Harper: The Book of Mormon talks about enlarging our memory. Saints is designed to do a few things along those lines. One is to enlarge our memory in sacramental ways. We don’t really care if readers learn all the dates of Church history, but we do care very much if readers are able to see God’s love for them and for people of all times and places because of the way he has intervened in history to bless his children. I’ll give you an example. The book begins with a devastating volcanic eruption in Indonesia. The day it happens, it kills thousands, and over the next few years it devastates and displaces millions of people in the Northern Hemisphere. We have sometimes said that this is the way God moved Joseph Smith from Vermont to New York. Joseph Smith didn’t say that. The scriptures don’t say that. Rather, in the first section of the Doctrine and Covenants the Lord says, “I the Lord, knowing the calamity which should come upon the inhabitants of the earth, called upon my servant Joseph Smith, Jun., . . . that mine everlasting covenant might be established” (D&C 1:17, 22). The reason the book begins with the problem of suffering and death and disrupted relationships is because all great stories begin with a problem and the bigger the problem that has to be overcome, the better the story. This is the biggest problem ever. The resolution to the problem is the restoration of the covenants and ordinances that enable all of God’s children everywhere to conquer the problem of death—of their separation, in other words—from their Heavenly Parents and the separation that death creates between loved ones. God does not create us in his image and lead us into exaltation by preventing all suffering. It turns out that God, knowing the calamities that will come in our lives, gave us covenants so that we can overcome the devastating effects of those calamities.
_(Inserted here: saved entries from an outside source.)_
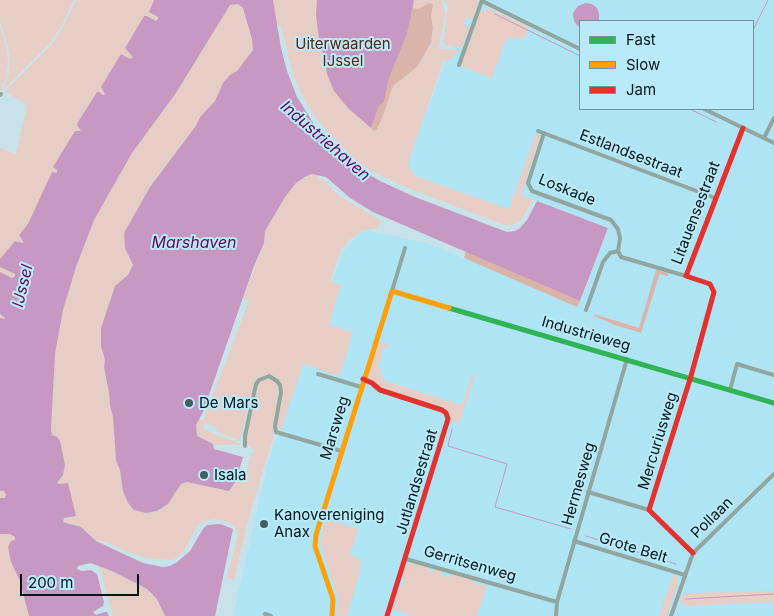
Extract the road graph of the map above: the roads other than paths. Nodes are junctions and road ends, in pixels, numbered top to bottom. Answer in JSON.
{"nodes":[{"id":1,"x":482,"y":1,"type":"edge"},
{"id":2,"x":579,"y":49,"type":"edge"},
{"id":3,"x":459,"y":65,"type":"dead end"},
{"id":4,"x":706,"y":110,"type":"edge"},
{"id":5,"x":774,"y":118,"type":"edge"},
{"id":6,"x":742,"y":128,"type":"junction"},
{"id":7,"x":538,"y":131,"type":"dead end"},
{"id":8,"x":544,"y":133,"type":"junction"},
{"id":9,"x":764,"y":138,"type":"junction"},
{"id":10,"x":774,"y":143,"type":"edge"},
{"id":11,"x":715,"y":198,"type":"junction"},
{"id":12,"x":405,"y":248,"type":"dead end"},
{"id":13,"x":618,"y":251,"type":"junction"},
{"id":14,"x":686,"y":276,"type":"junction"},
{"id":15,"x":392,"y":291,"type":"junction"},
{"id":16,"x":586,"y":310,"type":"dead end"},
{"id":17,"x":626,"y":359,"type":"junction"},
{"id":18,"x":318,"y":374,"type":"dead end"},
{"id":19,"x":774,"y":375,"type":"edge"},
{"id":20,"x":691,"y":378,"type":"junction"},
{"id":21,"x":363,"y":379,"type":"junction"},
{"id":22,"x":361,"y":387,"type":"junction"},
{"id":23,"x":730,"y":390,"type":"junction"},
{"id":24,"x":774,"y":403,"type":"edge"},
{"id":25,"x":245,"y":446,"type":"dead end"},
{"id":26,"x":341,"y":451,"type":"junction"},
{"id":27,"x":774,"y":474,"type":"edge"},
{"id":28,"x":588,"y":492,"type":"junction"},
{"id":29,"x":649,"y":510,"type":"junction"},
{"id":30,"x":574,"y":541,"type":"junction"},
{"id":31,"x":693,"y":552,"type":"junction"},
{"id":32,"x":406,"y":559,"type":"junction"},
{"id":33,"x":685,"y":575,"type":"junction"},
{"id":34,"x":557,"y":602,"type":"junction"},
{"id":35,"x":265,"y":614,"type":"dead end"},
{"id":36,"x":271,"y":616,"type":"edge"},
{"id":37,"x":332,"y":616,"type":"edge"},
{"id":38,"x":387,"y":616,"type":"edge"},
{"id":39,"x":556,"y":616,"type":"edge"},
{"id":40,"x":671,"y":616,"type":"edge"}],
"edges":[{"from":1,"to":2,"type":"street"},
{"from":1,"to":3,"type":"street"},
{"from":4,"to":6,"type":"street"},
{"from":5,"to":9,"type":"street"},
{"from":6,"to":9,"type":"street"},
{"from":6,"to":11,"type":"street","name":"Litauensestraat"},
{"from":7,"to":8,"type":"street","name":"Estlandsestraat"},
{"from":8,"to":11,"type":"street","name":"Estlandsestraat"},
{"from":8,"to":13,"type":"street","name":"Loskade"},
{"from":9,"to":10,"type":"street"},
{"from":11,"to":14,"type":"street","name":"Litauensestraat"},
{"from":12,"to":15,"type":"street","name":"Marsweg"},
{"from":13,"to":14,"type":"street","name":"Loskade"},
{"from":13,"to":16,"type":"street"},
{"from":14,"to":20,"type":"street","name":"Litauensestraat"},
{"from":15,"to":17,"type":"street","name":"Industrieweg"},
{"from":15,"to":21,"type":"street","name":"Marsweg"},
{"from":17,"to":20,"type":"street","name":"Industrieweg"},
{"from":17,"to":28,"type":"street","name":"Hermesweg"},
{"from":18,"to":22,"type":"street"},
{"from":19,"to":23,"type":"street"},
{"from":20,"to":23,"type":"street","name":"Industrieweg"},
{"from":20,"to":29,"type":"street","name":"Mercuriusweg"},
{"from":21,"to":22,"type":"street","name":"Marsweg"},
{"from":21,"to":32,"type":"street","name":"Jutlandsestraat"},
{"from":22,"to":26,"type":"street","name":"Marsweg"},
{"from":23,"to":24,"type":"street","name":"Industrieweg"},
{"from":25,"to":26,"type":"street"},
{"from":26,"to":37,"type":"street","name":"Marsweg"},
{"from":27,"to":31,"type":"street","name":"Pollaan"},
{"from":28,"to":29,"type":"street"},
{"from":28,"to":30,"type":"street","name":"Hermesweg"},
{"from":29,"to":31,"type":"street","name":"Mercuriusweg"},
{"from":30,"to":33,"type":"street","name":"Grote Belt"},
{"from":30,"to":34,"type":"street","name":"Hermesweg"},
{"from":31,"to":33,"type":"street","name":"Pollaan"},
{"from":32,"to":34,"type":"street","name":"Gerritsenweg"},
{"from":32,"to":38,"type":"street","name":"Gerritsenweg"},
{"from":33,"to":40,"type":"street","name":"Pollaan"},
{"from":34,"to":39,"type":"street","name":"Hermesweg"},
{"from":35,"to":36,"type":"street"}]}
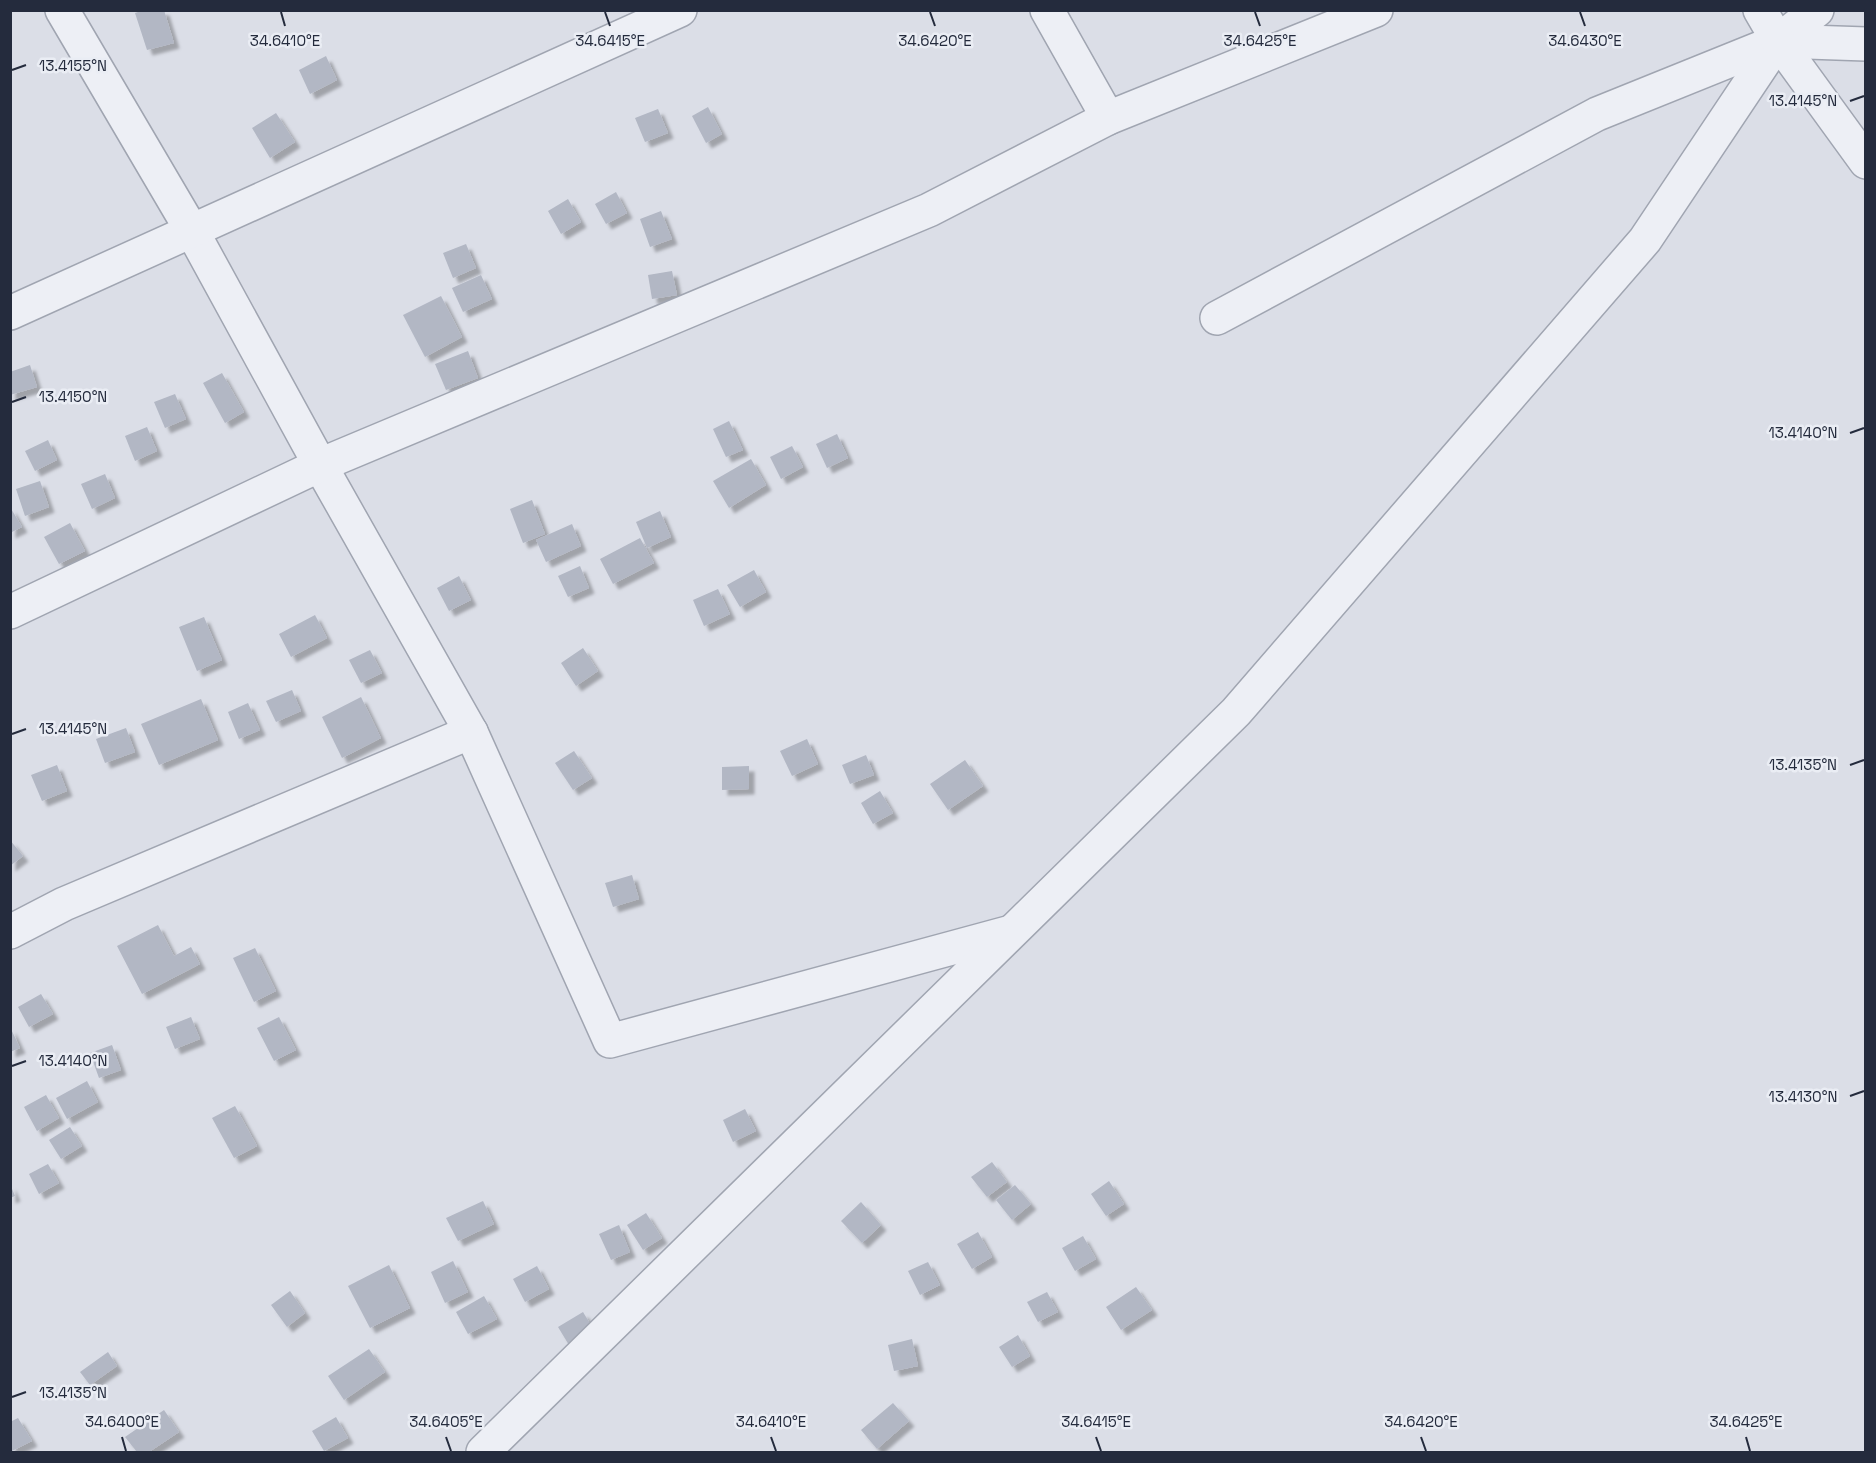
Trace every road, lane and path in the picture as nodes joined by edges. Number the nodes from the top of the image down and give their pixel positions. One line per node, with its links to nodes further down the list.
1 (62, 10): 11 (street)
2 (680, 10): 11 (street)
3 (1047, 10): 9 (street)
4 (1376, 10): 9 (street)
5 (1760, 10): 7 (street)
6 (1817, 10): 7 (street)
7 (1778, 41): 8 (street); 10 (street); 13 (street); 17 (street)
8 (1866, 44)
9 (1108, 118): 14 (street)
10 (1866, 162)
11 (192, 231): 12 (street); 14 (street)
12 (10, 313)
13 (1217, 318)
14 (320, 465): 15 (street); 16 (street)
15 (10, 612)
16 (471, 732): 17 (street); 18 (street)
17 (1013, 931): 19 (street)
18 (10, 932)
19 (483, 1452)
Jesus Christ didn’t come to prevent all suffering, he who was most innocent suffered more than we can imagine. And as a result of that, he restores us. He restores our relationship to our Heavenly Parents. He restores our relationships to each other so that the same sociality that exists among us here can exist there, except coupled with eternal glory.

The glorious good news in other words is that God revealed himself in the latter days. His nature, his character, and his plan were not well known when Mount Tambora exploded. He reintroduced himself to the world through Joseph Smith and the revelations. Now we know that God loves all his children. He has a plan for their redemption that makes life in a calamitous telestial world meaningful and redemptive and ultimately exalting.

Griffiths: OK. Well, thank you both very much for your time, and we’ll look forward to reading Saints as it is published!